Moment generating functions/ Characteristic functions of $X,Y$ factor implies $X,Y$ independent.
This is solely a reference request. I have heard a few versions of the following theorem:
If the joint moment generating function $\mathbb{E}[e^{uX+vY}] = \mathbb{E}[e^{uX}]\mathbb{E}[e^{vY}]$ whenever the expectations are finite, then $X,Y$ are independent.
And there is a similar version for characteristic functions. Could anyone provide me a serious reference which proves one or both of these theorems?
Solution 1:
Theorem (Kac's theorem) Let $X,Y$ be $\mathbb{R}^d$-valued random variables. Then the following statements are equivalent.
- $X,Y$ are independent
- $\forall \eta,\xi \in \mathbb{R}^d: \mathbb{E}e^{\imath \, (X,Y) \cdot (\xi,\eta)} = \mathbb{E}e^{\imath \, X \cdot \xi} \cdot \mathbb{E}e^{\imath \, Y \cdot \eta}$
Proof:
- $(1) \Rightarrow (2)$: Straightforward, use $\mathbb{E}(f(X) \cdot g(Y)) = \mathbb{E}(f(X)) \cdot \mathbb{E}(g(Y))$
- $(2) \Rightarrow (1)$: Let $(\tilde{X},\tilde{Y})$ be such that $\tilde{X}$, $\tilde{Y}$ are independent, $\tilde{X} \sim X$, $\tilde{Y} \sim Y$. Then $$\mathbb{E}e^{\imath \, (X,Y) \cdot (\xi,\eta)} \stackrel{(2)}{=} \mathbb{E}e^{\imath \, X \cdot \xi} \cdot \mathbb{E}e^{\imath \, Y \cdot \eta} = \mathbb{E}e^{\imath \tilde{X} \cdot \xi} \cdot \mathbb{E}e^{\imath \tilde{Y} \cdot \eta} = \mathbb{E}e^{\imath (\tilde{X},\tilde{Y}) \cdot (\xi,\eta)}$$ i.e. the characteristic functions of $(X,Y)$ and $(\tilde{X},\tilde{Y})$ coincide.
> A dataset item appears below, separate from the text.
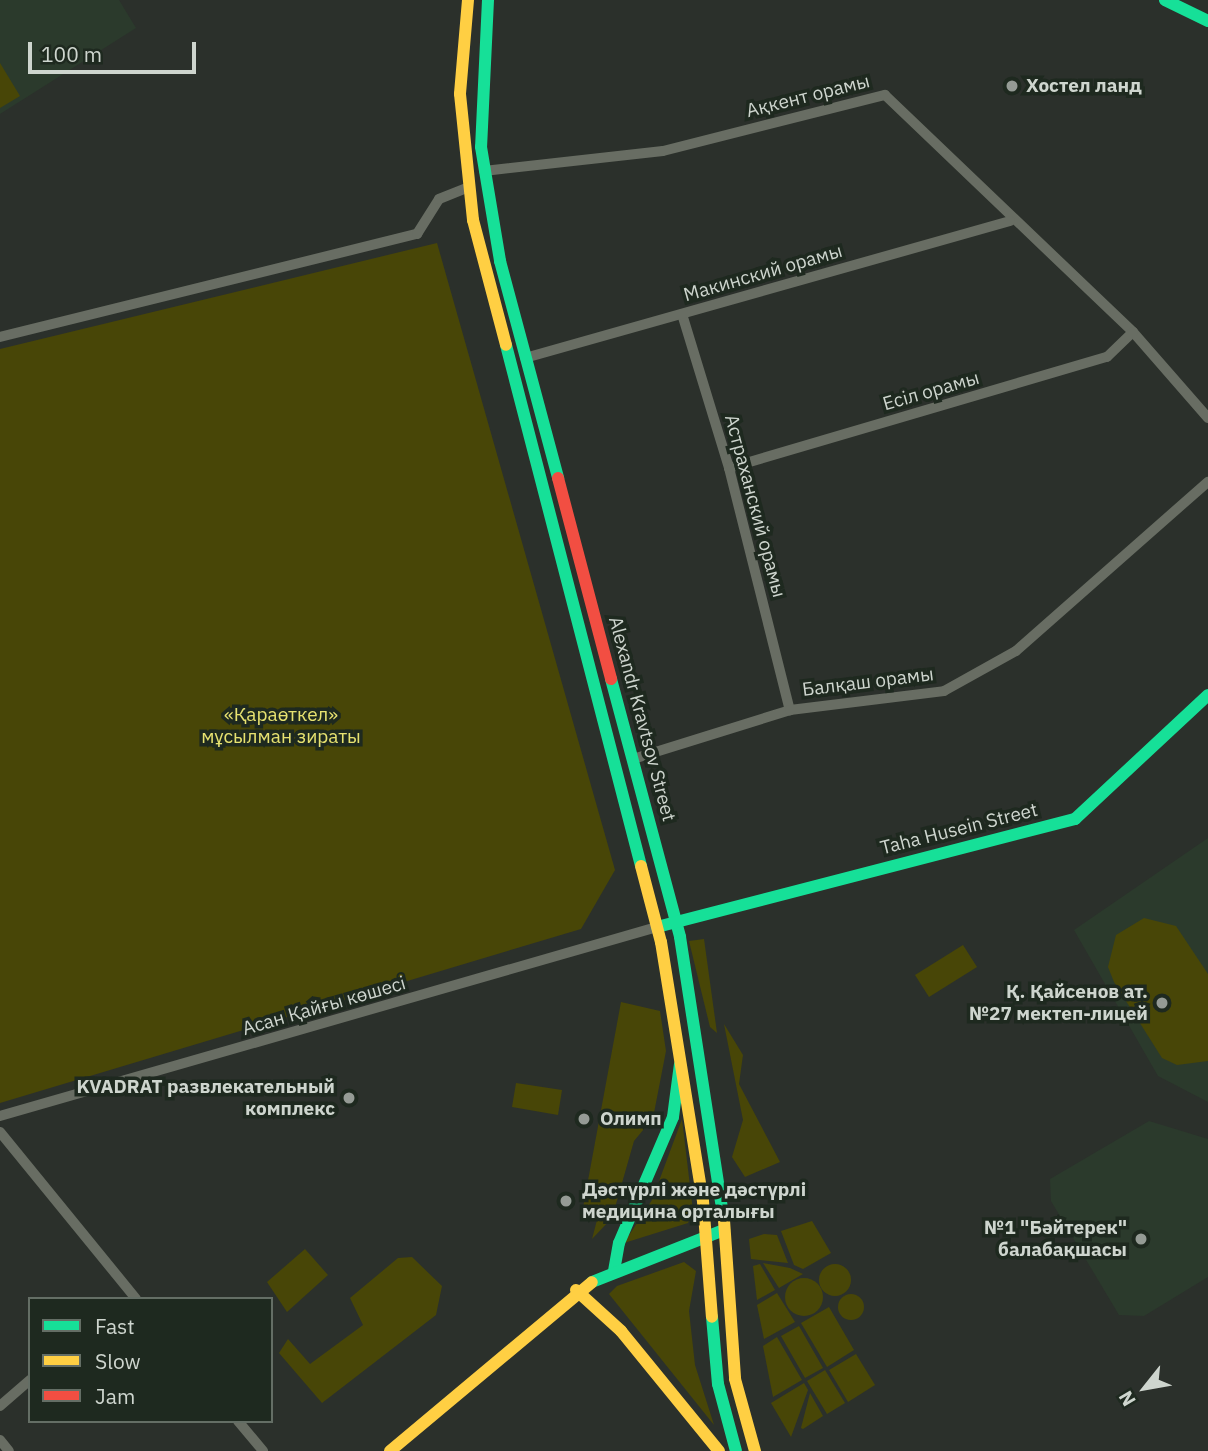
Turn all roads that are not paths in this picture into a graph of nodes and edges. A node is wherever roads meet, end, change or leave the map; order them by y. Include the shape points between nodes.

From the uniqueness of the Fourier transform we conclude $(X,Y) \sim (\tilde{X},\tilde{Y})$. Consequently, $X$ and $Y$ are independent.
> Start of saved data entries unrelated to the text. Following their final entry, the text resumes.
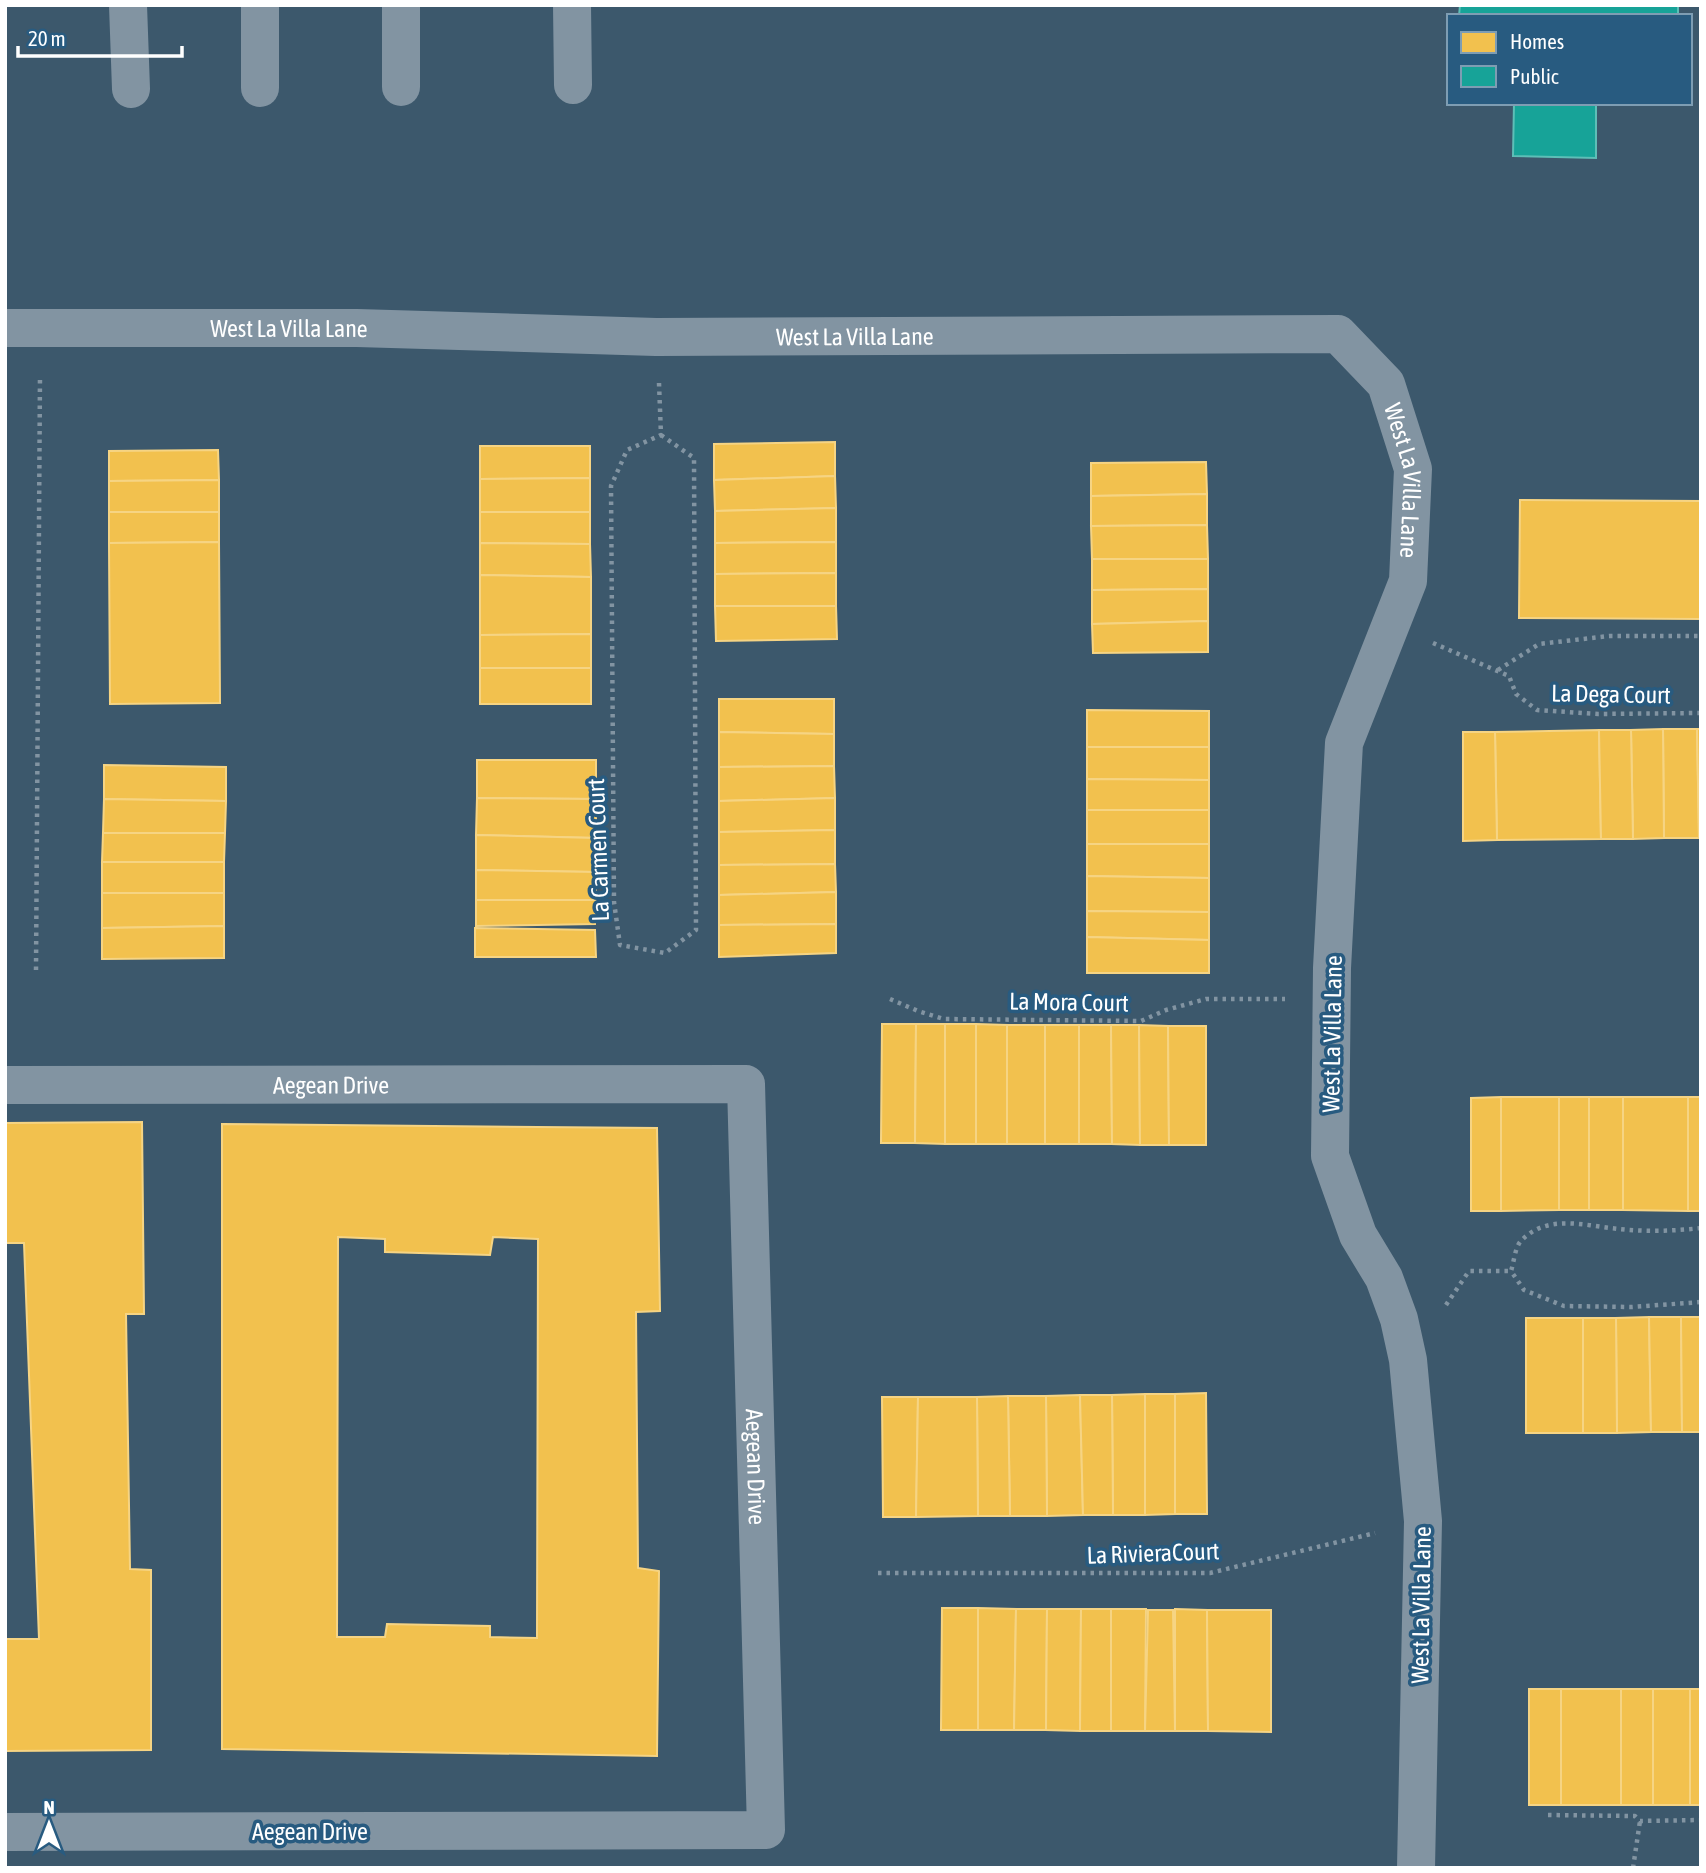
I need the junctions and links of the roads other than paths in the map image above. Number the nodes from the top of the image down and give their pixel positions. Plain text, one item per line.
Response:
1 (128, 5) edge
2 (260, 5) edge
3 (401, 5) edge
4 (572, 5) edge
5 (573, 85) dead end
6 (401, 87) dead end
7 (260, 88) dead end
8 (131, 89) dead end
9 (23, 328) edge
10 (5, 1085) edge
11 (5, 1832) edge
12 (1416, 1868) edge

1 - 8 street
2 - 7 street
3 - 6 street
4 - 5 street
9 - 12 street, West La Villa Lane
10 - 11 street, Aegean Drive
Remark: It is not important that $X$ and $Y$ are vectors of the same dimension. The same reasoning works if, say, $X$ is an $\mathbb{R}^k$-valued random variable and $Y$ and $\mathbb{R}^d$-valued random variable.
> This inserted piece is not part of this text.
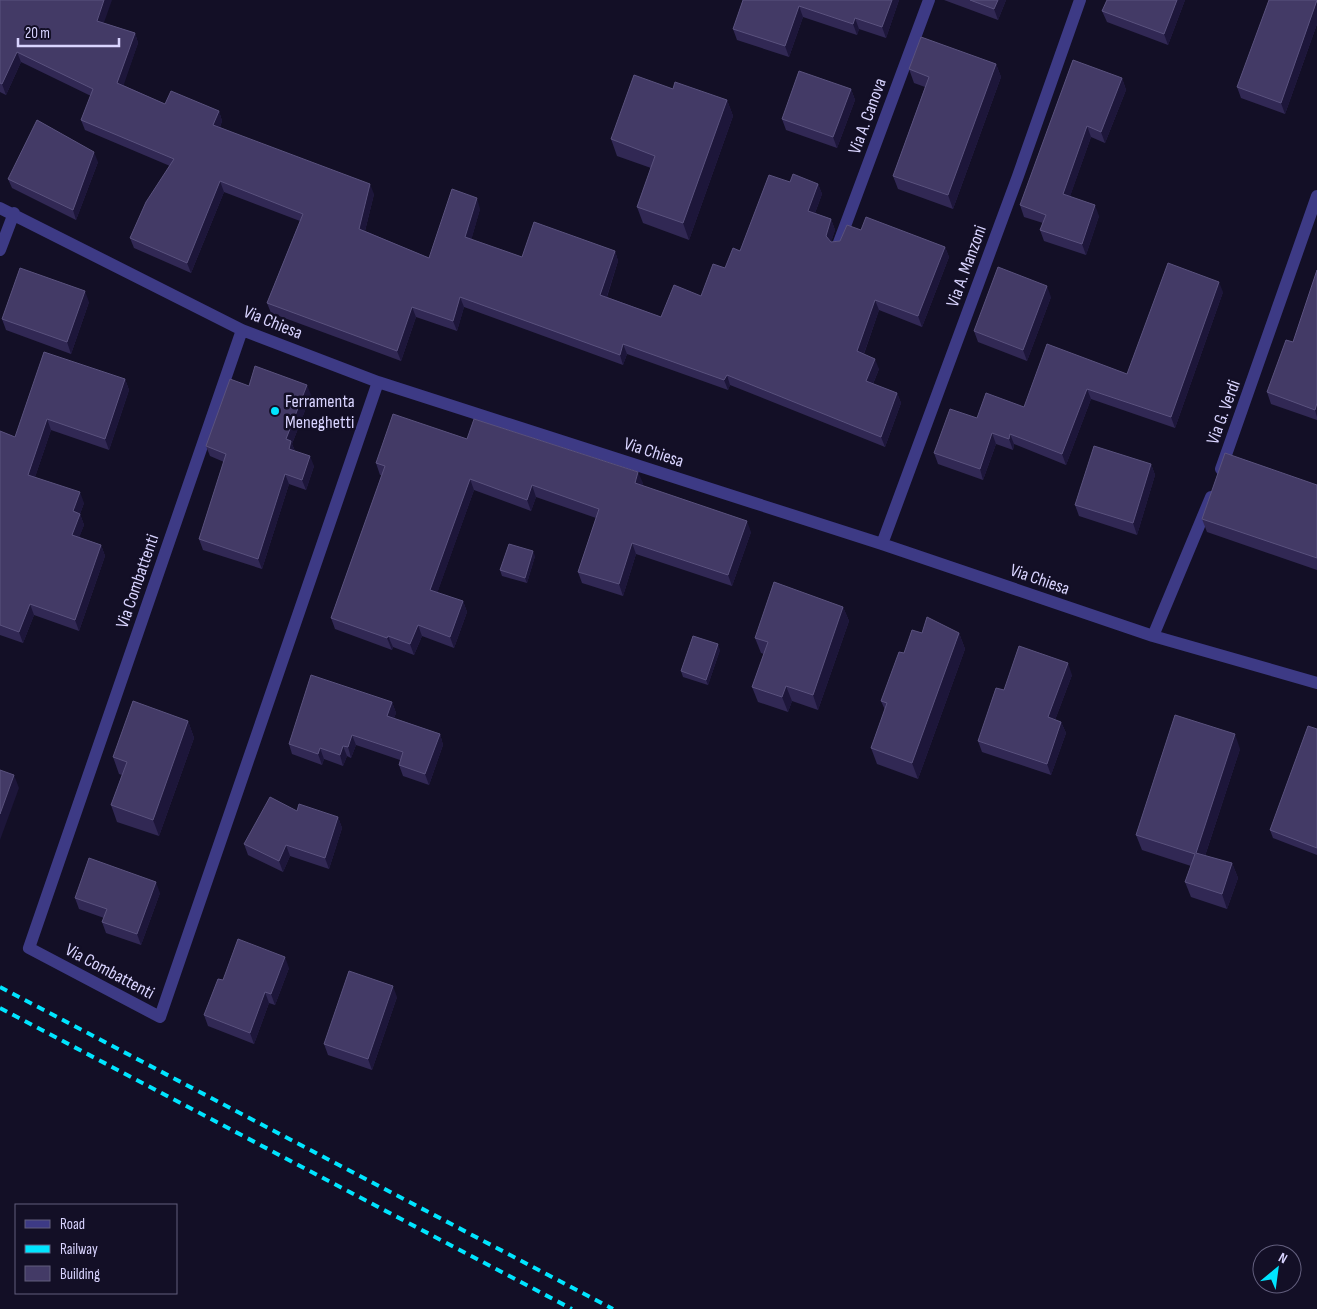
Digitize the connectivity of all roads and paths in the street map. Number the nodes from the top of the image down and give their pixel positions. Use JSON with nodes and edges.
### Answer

Reference (not for the given proof, but the result):David Applebaum, B.V. Rajarama Bhat, Johan Kustermans, J. Martin Lindsay, Michael Schuermann, Uwe Franz: Quantum Independent Increment Processes I: From Classical Probability to Quantum Stochastic Calculus (Theorem 2.1).
Solution 2:
Builidng on the answer by saz. If X and Y have a joint density, here is another proof for (2)⇒(1): By the inverse Fouriour transform: $$f_\mathbf{X}(\mathbf{x})=\frac{1}{(2\pi)^n}\int_{R^n}{e^{-j\mathbf{v'x}}\phi_\mathbf{x}(\mathbf{v})d\mathbf{v}}$$
where x and v are vertical vectors, and in this case, vector $\mathbf{x} = [x\ y]'$, vector $\mathbf{v} = [v_1\ v_2]'$
Therefore, $$f_{XY}(x,y)=\frac{1}{(2\pi)^2}\iint{e^{-j(v_1x+v_2y)}\phi_{XY}(v_1,v_2)}dv_1dv_2\\=\frac{1}{2\pi}\int{e^{-j(v_1x)}\phi_{X}(v_1)}dv_1\frac{1}{2\pi}\int{e^{-j(v_2y)}\phi_{Y}(v_2)}dv_2\\=f_X(x)f_Y(y)$$
And the joint probability density function (pdf) equals to the product marginal pdf's is the definition of independence for continuous random variables. This method should work for discrete random variables as well.